Though it didn’t stop Nicole Kidman, James Earl Jones, Emily Blunt, Nicholas Brendon (Xander in the Buffy the Vampire Slayer TV series), Bruce Willis, Sam Neill, or Jimmy Stewart – erstwhile stammerers all

These must be the stammerers who, rather than stick their head in the sand as I used to do, supposedly overcompensate by taking on speech challenges that even most fluent people would avoid.

That suggestion comes from an online stammerer who has also lists what he calls the predictable personality ingredients of stammerers: a strong streak of perfectionism, sensitivity to criticism, an inordinate need to please people, avoidance, procrastination, passivity, fearfulness.

I’m not convinced; this seems to me to be as scientific as predicting personality based on star signs: “Hi, I’m Keith and I’m a Pisces, I’m sensitive, a dreamer and I love f-f-f-fish.”
My stutter followed me through a reporting career on local newspapers in the UK before I wormed my way on to a subbing desk. I’ve never really thought about it before but was this perhaps a way of avoiding speaking? I had always seen it as simply a career move but perhaps I was still running away. I could edit, write headlines, design newspaper pages – just play around with my beloved words, if I’m to be truthful - without ever opening my mouth.
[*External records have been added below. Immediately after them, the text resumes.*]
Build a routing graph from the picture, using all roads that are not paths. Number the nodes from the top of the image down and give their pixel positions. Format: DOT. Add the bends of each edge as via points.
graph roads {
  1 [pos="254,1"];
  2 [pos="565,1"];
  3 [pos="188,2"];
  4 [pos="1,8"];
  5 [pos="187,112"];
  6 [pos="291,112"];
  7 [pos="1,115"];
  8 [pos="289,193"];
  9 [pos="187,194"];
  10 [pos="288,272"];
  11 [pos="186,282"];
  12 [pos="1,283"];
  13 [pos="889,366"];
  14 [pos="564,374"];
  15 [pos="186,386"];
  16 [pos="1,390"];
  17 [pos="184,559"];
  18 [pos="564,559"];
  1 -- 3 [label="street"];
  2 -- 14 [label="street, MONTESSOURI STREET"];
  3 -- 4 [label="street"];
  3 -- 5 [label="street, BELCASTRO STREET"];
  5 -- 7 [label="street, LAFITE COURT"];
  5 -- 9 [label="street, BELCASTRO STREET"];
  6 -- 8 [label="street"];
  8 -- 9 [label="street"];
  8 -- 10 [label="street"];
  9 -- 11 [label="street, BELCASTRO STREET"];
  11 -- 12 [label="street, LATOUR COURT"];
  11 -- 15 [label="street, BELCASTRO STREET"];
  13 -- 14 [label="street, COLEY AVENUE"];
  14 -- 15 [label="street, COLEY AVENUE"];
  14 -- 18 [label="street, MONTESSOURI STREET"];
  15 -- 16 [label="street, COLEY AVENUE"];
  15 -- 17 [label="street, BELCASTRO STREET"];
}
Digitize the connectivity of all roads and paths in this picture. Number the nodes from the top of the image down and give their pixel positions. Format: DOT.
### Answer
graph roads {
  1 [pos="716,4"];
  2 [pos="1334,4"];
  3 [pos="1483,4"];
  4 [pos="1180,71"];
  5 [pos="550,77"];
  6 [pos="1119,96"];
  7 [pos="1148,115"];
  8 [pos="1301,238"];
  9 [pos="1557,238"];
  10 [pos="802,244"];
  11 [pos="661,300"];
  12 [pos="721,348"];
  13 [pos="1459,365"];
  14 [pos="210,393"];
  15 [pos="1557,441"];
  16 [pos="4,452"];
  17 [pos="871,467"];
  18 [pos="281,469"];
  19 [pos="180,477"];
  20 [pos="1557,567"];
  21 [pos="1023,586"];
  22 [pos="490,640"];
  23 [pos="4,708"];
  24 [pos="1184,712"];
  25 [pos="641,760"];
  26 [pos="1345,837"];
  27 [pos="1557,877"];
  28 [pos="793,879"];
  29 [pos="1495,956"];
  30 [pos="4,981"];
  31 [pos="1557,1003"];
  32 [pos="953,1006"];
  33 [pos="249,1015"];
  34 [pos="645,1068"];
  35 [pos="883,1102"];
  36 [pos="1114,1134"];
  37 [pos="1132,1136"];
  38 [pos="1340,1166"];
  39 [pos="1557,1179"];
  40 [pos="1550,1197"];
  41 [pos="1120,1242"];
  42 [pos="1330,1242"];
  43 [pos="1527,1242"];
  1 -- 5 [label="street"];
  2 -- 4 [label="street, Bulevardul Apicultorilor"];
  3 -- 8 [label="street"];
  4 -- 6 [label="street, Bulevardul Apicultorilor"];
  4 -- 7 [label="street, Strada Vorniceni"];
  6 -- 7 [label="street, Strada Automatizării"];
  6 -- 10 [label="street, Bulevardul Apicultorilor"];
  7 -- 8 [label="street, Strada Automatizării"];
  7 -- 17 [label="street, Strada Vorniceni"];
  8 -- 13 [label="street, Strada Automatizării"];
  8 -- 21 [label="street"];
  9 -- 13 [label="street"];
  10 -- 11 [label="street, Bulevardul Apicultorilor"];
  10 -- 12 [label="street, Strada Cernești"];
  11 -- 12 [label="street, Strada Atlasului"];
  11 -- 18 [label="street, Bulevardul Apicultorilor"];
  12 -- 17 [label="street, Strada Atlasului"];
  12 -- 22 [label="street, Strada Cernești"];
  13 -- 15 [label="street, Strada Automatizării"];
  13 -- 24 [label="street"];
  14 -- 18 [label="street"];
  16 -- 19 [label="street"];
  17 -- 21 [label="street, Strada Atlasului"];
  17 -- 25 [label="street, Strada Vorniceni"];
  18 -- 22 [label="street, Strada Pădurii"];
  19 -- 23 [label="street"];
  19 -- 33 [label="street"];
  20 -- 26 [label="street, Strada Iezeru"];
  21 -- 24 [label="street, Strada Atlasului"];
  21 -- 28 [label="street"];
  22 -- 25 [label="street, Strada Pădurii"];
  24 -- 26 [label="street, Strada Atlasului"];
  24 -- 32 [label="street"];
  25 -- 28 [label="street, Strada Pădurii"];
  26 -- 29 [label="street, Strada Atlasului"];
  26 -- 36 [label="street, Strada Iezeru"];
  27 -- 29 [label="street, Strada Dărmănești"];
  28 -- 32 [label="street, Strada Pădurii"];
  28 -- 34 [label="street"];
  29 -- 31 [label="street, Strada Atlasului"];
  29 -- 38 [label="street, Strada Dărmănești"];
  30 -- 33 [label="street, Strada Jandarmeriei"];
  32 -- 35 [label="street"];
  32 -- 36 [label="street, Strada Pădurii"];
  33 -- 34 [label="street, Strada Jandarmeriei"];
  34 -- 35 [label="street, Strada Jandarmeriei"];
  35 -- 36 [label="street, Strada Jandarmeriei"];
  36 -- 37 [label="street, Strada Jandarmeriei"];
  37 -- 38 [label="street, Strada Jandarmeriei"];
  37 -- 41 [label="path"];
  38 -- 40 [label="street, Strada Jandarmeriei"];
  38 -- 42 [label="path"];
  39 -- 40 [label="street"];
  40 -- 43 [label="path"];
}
In the ensuing years I learned to deal with the stammer, to word switch, use my hands as distraction pieces, pepper my speech with pauses and conversational tics so any stuttering was hidden under layers of artifice.

Ever since I was little I’ve wanted to be a writer, a proper writer with a proper book on a proper shelf in a proper bookshelf – and I have the discarded manuscripts to prove it. Finally, though, it happened with the publication of Grymm in 2012 and Snow, White, in May last year.

And in Snow, White, at last, I got my own back. The main character, John Creed, is a teenage boy with a stammer who, because of it, is bullied at school. I knew, quite literally, how he felt. This time, though, the outcome was different.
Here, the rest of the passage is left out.